[Saved entries]
+ + + +

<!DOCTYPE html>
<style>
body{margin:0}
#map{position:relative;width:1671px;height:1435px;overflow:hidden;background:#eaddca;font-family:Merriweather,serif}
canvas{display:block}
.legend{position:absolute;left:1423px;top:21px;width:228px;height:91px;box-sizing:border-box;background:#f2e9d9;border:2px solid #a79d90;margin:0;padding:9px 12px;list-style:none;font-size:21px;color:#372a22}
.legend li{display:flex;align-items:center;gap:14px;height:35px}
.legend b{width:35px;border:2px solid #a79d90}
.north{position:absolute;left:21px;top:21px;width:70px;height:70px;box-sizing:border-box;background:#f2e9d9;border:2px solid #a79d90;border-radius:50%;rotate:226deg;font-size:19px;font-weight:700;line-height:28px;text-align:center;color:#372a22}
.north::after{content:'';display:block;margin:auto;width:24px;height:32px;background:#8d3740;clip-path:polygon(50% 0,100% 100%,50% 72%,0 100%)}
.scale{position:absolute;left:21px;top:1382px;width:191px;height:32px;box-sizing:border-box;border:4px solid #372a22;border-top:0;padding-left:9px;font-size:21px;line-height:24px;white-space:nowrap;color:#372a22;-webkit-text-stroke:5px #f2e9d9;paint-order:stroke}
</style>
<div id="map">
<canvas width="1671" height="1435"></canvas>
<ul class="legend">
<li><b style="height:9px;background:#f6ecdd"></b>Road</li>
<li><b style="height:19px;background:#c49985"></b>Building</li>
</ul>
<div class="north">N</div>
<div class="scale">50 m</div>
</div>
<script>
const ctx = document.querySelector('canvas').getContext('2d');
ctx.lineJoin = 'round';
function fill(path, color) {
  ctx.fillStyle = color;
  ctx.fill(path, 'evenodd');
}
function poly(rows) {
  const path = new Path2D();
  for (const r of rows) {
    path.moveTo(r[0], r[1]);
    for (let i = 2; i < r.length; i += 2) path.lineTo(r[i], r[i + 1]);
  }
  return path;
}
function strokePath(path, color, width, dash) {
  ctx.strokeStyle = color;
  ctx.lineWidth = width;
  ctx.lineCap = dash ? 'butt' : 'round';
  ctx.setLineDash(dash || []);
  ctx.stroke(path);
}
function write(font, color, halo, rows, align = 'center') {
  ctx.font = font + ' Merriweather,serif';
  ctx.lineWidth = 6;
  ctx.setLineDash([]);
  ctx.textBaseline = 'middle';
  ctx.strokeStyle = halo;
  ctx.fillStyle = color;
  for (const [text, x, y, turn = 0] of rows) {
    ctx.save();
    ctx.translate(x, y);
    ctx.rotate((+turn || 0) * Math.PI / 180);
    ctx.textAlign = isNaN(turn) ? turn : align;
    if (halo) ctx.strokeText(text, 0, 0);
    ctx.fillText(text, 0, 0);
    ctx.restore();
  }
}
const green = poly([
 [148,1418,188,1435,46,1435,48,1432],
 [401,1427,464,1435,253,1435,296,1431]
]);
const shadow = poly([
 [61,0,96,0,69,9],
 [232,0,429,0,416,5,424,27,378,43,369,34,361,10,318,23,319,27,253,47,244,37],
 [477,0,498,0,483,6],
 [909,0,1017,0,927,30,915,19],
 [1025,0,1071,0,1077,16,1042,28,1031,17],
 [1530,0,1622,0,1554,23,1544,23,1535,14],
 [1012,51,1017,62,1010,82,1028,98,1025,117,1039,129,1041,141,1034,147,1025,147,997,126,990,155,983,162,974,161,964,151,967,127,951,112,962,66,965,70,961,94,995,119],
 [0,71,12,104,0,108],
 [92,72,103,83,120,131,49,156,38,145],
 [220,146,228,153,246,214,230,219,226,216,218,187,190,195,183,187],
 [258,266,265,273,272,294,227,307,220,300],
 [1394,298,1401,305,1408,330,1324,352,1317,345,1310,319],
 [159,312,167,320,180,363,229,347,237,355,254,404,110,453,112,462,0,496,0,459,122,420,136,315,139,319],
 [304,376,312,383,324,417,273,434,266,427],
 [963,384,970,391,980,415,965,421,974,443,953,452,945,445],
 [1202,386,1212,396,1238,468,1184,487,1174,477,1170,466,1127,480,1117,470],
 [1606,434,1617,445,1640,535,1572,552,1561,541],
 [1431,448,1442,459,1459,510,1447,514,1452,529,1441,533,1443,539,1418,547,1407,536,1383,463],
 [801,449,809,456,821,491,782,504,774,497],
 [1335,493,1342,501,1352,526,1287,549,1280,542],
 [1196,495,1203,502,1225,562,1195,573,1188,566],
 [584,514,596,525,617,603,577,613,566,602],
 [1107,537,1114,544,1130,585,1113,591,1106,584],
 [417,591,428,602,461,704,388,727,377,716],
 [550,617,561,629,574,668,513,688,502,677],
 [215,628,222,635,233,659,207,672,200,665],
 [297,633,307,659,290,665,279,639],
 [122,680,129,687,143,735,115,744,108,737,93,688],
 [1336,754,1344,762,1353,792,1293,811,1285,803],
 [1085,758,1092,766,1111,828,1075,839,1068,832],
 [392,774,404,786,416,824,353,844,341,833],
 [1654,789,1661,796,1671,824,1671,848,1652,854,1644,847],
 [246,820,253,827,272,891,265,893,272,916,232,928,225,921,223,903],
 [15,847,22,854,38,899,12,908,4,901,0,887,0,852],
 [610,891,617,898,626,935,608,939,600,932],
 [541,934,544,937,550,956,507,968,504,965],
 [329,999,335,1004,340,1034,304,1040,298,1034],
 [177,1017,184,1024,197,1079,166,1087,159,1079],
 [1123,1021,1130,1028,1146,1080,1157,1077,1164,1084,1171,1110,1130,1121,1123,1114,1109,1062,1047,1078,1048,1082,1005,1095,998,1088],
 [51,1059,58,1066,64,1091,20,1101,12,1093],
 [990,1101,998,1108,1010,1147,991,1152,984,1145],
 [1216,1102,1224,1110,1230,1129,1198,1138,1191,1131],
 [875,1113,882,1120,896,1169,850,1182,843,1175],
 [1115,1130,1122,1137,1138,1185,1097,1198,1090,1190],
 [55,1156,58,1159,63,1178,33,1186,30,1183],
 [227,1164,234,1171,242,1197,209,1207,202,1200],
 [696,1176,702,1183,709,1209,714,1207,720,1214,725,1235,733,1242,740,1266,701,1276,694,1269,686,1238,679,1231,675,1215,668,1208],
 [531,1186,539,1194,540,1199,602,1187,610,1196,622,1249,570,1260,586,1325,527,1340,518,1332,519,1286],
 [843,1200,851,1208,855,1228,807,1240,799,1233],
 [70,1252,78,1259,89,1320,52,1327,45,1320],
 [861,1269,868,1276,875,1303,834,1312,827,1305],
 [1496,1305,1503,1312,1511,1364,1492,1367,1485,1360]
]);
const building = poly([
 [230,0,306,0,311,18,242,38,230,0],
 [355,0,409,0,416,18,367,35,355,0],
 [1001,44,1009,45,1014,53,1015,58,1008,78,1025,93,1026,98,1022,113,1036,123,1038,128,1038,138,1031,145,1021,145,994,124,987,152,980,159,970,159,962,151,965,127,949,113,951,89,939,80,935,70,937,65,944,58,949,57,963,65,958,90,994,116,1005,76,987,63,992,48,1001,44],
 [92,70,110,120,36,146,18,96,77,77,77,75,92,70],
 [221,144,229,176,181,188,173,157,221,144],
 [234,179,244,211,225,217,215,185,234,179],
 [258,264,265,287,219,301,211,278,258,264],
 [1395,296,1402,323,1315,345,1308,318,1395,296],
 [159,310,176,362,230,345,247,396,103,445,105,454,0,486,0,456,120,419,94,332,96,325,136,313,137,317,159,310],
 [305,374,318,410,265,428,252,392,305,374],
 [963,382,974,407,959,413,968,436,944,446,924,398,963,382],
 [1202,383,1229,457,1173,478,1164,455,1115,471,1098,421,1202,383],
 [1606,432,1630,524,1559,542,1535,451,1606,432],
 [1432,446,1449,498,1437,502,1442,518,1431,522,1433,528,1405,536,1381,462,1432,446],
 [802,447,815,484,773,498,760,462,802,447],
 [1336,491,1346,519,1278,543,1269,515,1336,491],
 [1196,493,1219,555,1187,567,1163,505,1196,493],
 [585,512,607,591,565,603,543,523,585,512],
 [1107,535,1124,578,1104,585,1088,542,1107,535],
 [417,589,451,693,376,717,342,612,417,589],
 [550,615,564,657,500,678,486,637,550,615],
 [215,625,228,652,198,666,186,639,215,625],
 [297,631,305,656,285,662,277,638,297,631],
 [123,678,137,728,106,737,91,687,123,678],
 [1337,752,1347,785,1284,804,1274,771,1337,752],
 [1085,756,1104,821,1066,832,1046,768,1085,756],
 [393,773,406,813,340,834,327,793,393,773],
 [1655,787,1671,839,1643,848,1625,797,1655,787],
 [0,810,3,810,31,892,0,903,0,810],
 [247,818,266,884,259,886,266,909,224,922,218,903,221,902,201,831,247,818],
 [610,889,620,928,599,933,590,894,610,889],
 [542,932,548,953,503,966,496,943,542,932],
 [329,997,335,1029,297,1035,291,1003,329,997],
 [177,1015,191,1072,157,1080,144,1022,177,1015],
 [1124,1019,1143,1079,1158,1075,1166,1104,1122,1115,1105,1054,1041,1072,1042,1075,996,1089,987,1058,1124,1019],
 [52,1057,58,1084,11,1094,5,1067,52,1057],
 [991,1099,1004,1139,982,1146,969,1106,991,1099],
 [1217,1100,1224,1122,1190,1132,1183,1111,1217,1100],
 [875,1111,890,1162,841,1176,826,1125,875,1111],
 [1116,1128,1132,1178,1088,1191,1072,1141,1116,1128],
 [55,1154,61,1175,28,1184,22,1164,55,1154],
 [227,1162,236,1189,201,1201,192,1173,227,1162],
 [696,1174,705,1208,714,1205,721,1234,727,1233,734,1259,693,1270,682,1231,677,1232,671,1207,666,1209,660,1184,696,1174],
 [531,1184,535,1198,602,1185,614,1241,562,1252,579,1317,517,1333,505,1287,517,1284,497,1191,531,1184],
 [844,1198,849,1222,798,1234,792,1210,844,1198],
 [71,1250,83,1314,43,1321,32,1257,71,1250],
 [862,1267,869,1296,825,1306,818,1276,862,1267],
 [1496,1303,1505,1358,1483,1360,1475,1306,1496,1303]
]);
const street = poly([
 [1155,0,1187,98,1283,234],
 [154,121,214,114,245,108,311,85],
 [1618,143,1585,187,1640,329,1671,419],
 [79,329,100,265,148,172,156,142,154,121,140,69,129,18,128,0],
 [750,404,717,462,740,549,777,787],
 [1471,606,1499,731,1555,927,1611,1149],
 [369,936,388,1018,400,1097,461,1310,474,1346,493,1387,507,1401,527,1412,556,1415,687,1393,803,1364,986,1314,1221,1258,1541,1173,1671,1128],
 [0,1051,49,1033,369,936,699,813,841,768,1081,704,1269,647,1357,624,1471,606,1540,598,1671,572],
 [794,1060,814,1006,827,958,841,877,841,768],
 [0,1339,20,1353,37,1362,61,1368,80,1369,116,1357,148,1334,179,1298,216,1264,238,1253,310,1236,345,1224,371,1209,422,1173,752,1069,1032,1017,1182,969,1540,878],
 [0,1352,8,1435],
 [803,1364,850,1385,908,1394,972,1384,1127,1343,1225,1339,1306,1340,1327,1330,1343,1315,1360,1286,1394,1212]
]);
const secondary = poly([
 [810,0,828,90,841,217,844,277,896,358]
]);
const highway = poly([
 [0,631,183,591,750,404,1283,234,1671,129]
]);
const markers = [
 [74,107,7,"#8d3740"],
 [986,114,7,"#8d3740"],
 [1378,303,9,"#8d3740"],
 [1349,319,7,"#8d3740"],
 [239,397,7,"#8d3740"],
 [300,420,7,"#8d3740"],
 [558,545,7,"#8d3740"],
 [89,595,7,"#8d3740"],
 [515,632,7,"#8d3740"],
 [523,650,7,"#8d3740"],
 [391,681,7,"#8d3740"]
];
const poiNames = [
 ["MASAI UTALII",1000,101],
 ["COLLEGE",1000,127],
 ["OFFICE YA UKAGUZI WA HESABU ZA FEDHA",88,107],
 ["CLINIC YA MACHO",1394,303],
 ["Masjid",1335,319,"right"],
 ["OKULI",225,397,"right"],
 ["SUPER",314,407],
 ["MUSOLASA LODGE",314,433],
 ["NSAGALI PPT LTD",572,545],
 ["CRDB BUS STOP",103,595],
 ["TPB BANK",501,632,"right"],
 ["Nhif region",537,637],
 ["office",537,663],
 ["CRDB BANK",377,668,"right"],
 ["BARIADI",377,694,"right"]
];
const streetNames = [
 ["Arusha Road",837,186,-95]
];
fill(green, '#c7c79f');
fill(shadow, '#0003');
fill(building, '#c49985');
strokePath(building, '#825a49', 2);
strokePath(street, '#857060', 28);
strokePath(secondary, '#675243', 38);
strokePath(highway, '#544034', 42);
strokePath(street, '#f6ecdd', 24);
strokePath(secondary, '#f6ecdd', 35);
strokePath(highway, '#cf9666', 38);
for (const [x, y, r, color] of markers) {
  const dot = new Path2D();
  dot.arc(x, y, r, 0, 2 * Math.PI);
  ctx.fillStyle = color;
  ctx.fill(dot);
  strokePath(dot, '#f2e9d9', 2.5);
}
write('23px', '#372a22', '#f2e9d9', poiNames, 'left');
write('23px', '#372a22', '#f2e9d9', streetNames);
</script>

+ + + +

# [Work instruction]
Check each line of the records above, and copy those that hold the word "halo".

# [Answer for this exercise]
function write(font, color, halo, rows, align = 'center') {
  ctx.strokeStyle = halo;
    if (halo) ctx.strokeText(text, 0, 0);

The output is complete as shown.